General characteristics
- Type: Cruise ship
- Tonnage: 6,752 GT; 2,073 NT; 1,226 DWT;
- Length: 111.51 m (365 ft 10 in) o/a; 98 m (321 ft 6 in) p/p;
- Beam: 17 m (55 ft 9 in)
- Draught: 4.8 m (15 ft 9 in)
- Depth: 6.61 m (21 ft 8 in)
- Decks: 7
- Installed power: 2 × Daihatsu 8 km-32 (2 × 2,427 kW)
- Propulsion: Two shafts, controllable pitch propellers; Bow thruster (382 kW);
- Speed: 16 knots (30 km/h; 18 mph)
- Capacity: 155 passengers

= MS Bremen =

Cruise ship

MS Seaventure is a cruise ship with a capacity of 155 passengers designed for the polar expedition market. She was built as Frontier Spirit at the Mitsubishi Shipyard, Kobe, Japan, in 1990 and operated by Hapag-Lloyd Cruises GmbH as MS Bremen beginning in 1993.

In January 2019 the ship was sold to Scylla AG with a planned handover date of May 2021. She was renamed Seaventure in 2020 and was chartered by expedition cruise company Polar Latitudes in the austral summer and by Iceland ProCruises in the boreal summer. In 2024, the ship was sold to Chinese company 66expeditions, and in May 2025 the new owner took over.

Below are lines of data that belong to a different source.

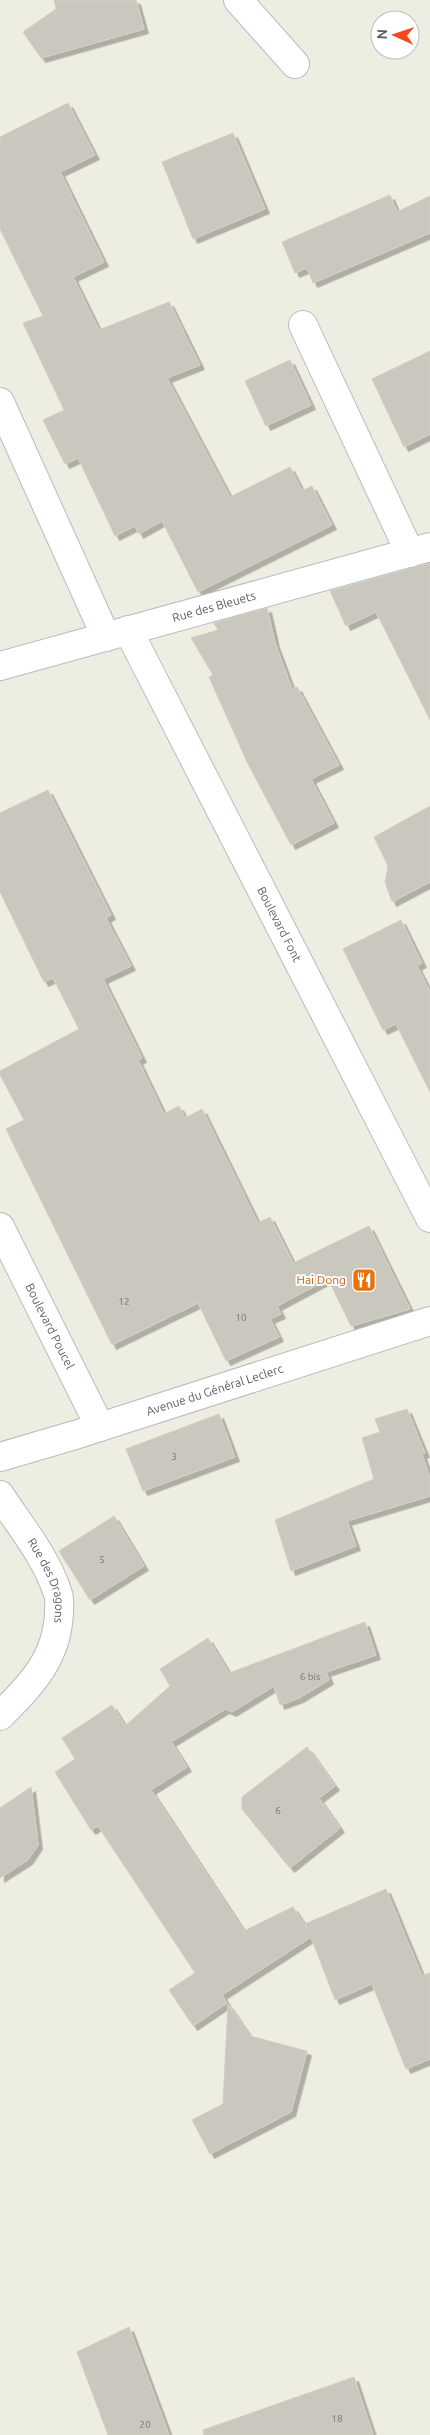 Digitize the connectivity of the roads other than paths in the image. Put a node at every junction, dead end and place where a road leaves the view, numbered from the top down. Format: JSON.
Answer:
{"nodes":[{"id":1,"x":238,"y":0,"type":"edge"},
{"id":2,"x":295,"y":64,"type":"dead end"},
{"id":3,"x":303,"y":325,"type":"dead end"},
{"id":4,"x":0,"y":402,"type":"edge"},
{"id":5,"x":420,"y":550,"type":"edge"},
{"id":6,"x":117,"y":634,"type":"junction"},
{"id":7,"x":0,"y":666,"type":"edge"},
{"id":8,"x":430,"y":1218,"type":"edge"},
{"id":9,"x":0,"y":1227,"type":"edge"},
{"id":10,"x":430,"y":1321,"type":"edge"},
{"id":11,"x":100,"y":1427,"type":"junction"},
{"id":12,"x":0,"y":1456,"type":"edge"},
{"id":13,"x":0,"y":1495,"type":"edge"},
{"id":14,"x":0,"y":1716,"type":"edge"}],
"edges":[{"from":1,"to":2,"type":"street"},
{"from":3,"to":5,"type":"street"},
{"from":4,"to":6,"type":"street","name":"Boulevard Font"},
{"from":5,"to":6,"type":"street","name":"Rue des Bleuets"},
{"from":6,"to":7,"type":"street","name":"Rue des Bleuets"},
{"from":6,"to":8,"type":"street","name":"Boulevard Font"},
{"from":9,"to":11,"type":"street","name":"Boulevard Poucel"},
{"from":10,"to":11,"type":"street","name":"Avenue du Général Leclerc"},
{"from":11,"to":12,"type":"street","name":"Avenue du Général Leclerc"},
{"from":13,"to":14,"type":"street","name":"Rue des Dragons"}]}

During a storm in the Southern Atlantic in March 2001, a rogue wave caused heavy damage, breaking a window on the bridge. It left the ship adrift for two hours without propulsion. Bremen was featured in the TV show Killer Waves.

Bremen discovered a previously uncharted island in the Antarctic in 2003, and it was named Bremen Island in 2004.

In 2006 she successfully ran the Northwest Passage, helped by satellite images telling where sea ice was.

In July 2018, a crew member shot and killed a polar bear in the Svalbard archipelago. The company said that the incident could not have been avoided and was an act of self-defense. Another crew member, who was leading passengers on a shore excursion, was injured by the bear and was evacuated by helicopter.